October 03, 2007|By BERNARD FERNANDEZ, fernanb@phillynews.com

PHOENIX - In a manner of speaking, the Chicago Cubs' frenetic 2007 season has resembled a high-school chemistry experiment.

Take two volatile components, mix them, and what do you have? Well, maybe something that blows up in your face.

Then again, it just might produce a chain reaction that generates mostly positive results.

Cubs manager Lou Piniella and his ace righthander, Carlos Zambrano, have a curious relationship in that they're probably too much alike for their own good sometimes. They tend to wear their emotions on their sleeves and prone to the occasional hissy-fit. Sometimes their blowups even are directed at one another.

Story continues below.

"Carlos always has been an emotional guy," Piniella said when asked if Zambrano, his Game 1 starter against the Arizona Diamondbacks in the National League Division Series, is more effective when he pitches under control and not as if his hair were on fire. "I think he just has to be himself. That's the secret. Don't try to be anybody else. Just go out, have confidence in yourself and let it go."
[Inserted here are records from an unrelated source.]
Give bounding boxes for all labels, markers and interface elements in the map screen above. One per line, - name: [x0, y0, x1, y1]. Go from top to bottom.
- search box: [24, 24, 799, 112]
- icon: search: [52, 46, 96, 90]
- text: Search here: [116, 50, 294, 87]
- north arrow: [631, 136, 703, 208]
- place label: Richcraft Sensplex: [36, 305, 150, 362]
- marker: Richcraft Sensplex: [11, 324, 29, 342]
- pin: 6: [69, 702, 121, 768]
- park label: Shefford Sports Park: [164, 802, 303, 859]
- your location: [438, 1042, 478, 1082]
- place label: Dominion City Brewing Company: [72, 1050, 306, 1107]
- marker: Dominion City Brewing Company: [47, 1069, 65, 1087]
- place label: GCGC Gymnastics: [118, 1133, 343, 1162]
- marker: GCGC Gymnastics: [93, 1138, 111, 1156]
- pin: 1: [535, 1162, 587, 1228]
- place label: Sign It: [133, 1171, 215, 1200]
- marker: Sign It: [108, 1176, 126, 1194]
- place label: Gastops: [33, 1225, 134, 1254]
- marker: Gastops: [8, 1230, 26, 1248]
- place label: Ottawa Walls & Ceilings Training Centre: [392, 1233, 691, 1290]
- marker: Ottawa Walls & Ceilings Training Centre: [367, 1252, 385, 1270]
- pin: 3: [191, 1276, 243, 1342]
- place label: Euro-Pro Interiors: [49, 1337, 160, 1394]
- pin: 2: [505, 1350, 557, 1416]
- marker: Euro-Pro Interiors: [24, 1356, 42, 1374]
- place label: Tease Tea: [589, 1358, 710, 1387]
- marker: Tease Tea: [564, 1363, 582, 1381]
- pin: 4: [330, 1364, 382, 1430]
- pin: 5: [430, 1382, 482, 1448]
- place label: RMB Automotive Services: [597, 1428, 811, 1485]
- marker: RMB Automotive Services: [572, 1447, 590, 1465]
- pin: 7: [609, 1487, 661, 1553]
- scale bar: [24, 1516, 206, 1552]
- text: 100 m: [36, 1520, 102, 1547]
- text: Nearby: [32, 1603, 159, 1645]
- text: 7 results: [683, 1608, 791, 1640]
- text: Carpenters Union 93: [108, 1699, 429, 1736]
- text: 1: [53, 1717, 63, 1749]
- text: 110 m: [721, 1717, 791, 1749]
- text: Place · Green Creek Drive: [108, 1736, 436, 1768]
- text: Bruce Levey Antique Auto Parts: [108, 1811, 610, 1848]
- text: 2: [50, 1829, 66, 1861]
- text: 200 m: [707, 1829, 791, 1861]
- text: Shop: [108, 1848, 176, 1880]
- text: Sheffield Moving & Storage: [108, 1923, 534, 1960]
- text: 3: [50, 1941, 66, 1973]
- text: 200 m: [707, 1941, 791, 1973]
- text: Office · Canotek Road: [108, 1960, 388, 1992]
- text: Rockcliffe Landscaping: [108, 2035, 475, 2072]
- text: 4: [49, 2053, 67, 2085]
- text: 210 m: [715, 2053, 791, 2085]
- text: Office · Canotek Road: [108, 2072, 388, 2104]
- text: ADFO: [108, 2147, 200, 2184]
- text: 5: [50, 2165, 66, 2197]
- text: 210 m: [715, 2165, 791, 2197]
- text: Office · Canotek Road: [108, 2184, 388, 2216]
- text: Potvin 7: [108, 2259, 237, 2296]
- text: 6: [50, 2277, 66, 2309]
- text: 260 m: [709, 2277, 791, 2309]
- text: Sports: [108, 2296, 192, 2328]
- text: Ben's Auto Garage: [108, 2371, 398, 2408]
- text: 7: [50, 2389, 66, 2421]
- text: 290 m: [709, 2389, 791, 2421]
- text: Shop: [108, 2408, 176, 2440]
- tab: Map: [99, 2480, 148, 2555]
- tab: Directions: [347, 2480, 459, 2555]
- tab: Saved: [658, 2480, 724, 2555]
"Letting it go" is a phrase that describes the best and the worst of both Zambrano and Piniella. And never was that more evident than in their back-to-back meltdowns of June 1 and 2, when the Cubs' already-shaky season seemed to totally implode.

On June 1, Zambrano and catcher Michael Barrett got into a heated argument that turned physical in the middle of the fifth inning of what turned out to be an 8-5 loss to Atlanta at Wrigley Field. Zambrano, who had just given up five runs, was angered that Barrett was charged with a passed ball and committed an error on the same play. Barrett, also irked, pointed to the scoreboard as if to say that those five runs were Zambrano's fault, not his.

The two men pushed and slapped at one another in the dugout, prompting Piniella to replace both of them, but the worst was yet to come. In the clubhouse, Zambrano and Barrett slugged it out. Barrett got the worst of it against the 6-5, 250-pound pitcher, suffering a black eye and cut lip that required stitches.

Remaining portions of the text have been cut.